Judge dismisses tax dispute lawsuit
The federal court dismissed on Tuesday separate lawsuits filed by Bridge Capital LLC chief executive officer John K. Baldwin and his company in Delaware against the U.S. government over a tax dispute.
U.S. District Court for the NMI designated Judge Frances M. Tydingco-Gatewood dismissed Baldwin’s and Claston LLC’s lawsuits at their request.
Dismissed with prejudice means Baldwin and Claston LLC can no longer re-file the lawsuits.
Tydingco-Gatewood directed the clerk of court to close the cases.
Baldwin and Claston LLC, through their Michael Dotts and Deborah Deitsch-Perez, and the U.S. government, through Tax Division senior litigation counsel Joseph A. Sergi, moved to dismiss the lawsuits pursuant to their agreement that settled both cases.
Last October, Baldwin told Saipan Tribune that although the court ordered him to pay a $2.1 million tax and penalty capped at 15 percent, it is the Internal Revenue Service that owes him.
Baldwin said the essence of this case is that the IRS overcharged him on taxes, which he paid.
He said IRS then agreed to refund him over $4 million that was overcharged, subject to an offset for taxes owed on another matter.
Last Sept. 28, Tydingco-Gatewood ordered Baldwin to pay $2,085,902 and a penalty arising from his investment in Claston, a limited liability company in Delaware.

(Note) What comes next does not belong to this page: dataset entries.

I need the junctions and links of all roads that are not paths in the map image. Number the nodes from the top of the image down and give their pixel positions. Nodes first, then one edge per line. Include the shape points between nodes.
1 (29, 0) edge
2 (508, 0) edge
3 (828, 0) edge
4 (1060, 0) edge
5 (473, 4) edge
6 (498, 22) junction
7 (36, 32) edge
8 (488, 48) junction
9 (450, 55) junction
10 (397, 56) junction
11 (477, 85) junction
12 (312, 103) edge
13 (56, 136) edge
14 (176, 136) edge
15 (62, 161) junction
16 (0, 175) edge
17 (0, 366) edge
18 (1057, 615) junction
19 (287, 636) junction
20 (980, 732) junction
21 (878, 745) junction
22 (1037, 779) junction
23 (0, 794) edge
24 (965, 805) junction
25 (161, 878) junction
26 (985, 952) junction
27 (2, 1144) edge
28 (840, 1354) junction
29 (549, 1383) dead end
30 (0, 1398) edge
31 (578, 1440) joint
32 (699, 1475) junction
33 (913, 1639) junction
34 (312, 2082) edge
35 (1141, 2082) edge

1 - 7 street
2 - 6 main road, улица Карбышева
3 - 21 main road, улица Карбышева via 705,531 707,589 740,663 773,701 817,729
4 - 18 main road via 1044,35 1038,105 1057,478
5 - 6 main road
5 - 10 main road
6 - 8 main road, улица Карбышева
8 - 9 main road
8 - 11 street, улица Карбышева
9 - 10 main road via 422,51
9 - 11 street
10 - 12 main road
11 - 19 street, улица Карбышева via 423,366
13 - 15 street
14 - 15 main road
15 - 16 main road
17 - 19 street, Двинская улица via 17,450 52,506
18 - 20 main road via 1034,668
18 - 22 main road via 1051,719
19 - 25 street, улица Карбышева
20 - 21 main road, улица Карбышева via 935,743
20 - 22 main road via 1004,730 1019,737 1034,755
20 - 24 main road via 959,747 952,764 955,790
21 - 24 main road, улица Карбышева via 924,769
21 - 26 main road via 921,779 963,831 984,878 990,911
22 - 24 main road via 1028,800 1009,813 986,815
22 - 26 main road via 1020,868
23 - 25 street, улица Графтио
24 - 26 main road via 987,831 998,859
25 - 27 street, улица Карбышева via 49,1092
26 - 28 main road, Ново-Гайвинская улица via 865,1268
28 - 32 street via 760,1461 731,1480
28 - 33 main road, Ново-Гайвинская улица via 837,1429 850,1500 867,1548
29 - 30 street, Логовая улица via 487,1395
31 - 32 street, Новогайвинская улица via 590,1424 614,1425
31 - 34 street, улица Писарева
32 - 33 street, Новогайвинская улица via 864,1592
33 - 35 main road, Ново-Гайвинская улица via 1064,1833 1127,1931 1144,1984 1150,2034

The federal tax dispute was settled in 2012 when the U.S. government agreed that a $4.1 million (plus interest) tax refund was due to Baldwin after the U.S. government wrongfully demanded about $5 million in taxes.
Baldwin had paid the $5 million, but he and Claston LLC then filed two lawsuits against the U.S. government. The U.S. government eventually conceded that the $5 million were in large part not due.
Baldwin then agreed that any amount due as a result of the resolution of the Claston case could be deducted from his refund.
Tydingco-Gatewood’s Sept. 28 order resolved the two remaining issues in the two lawsuits as it finally completed calculations about tax due and interest.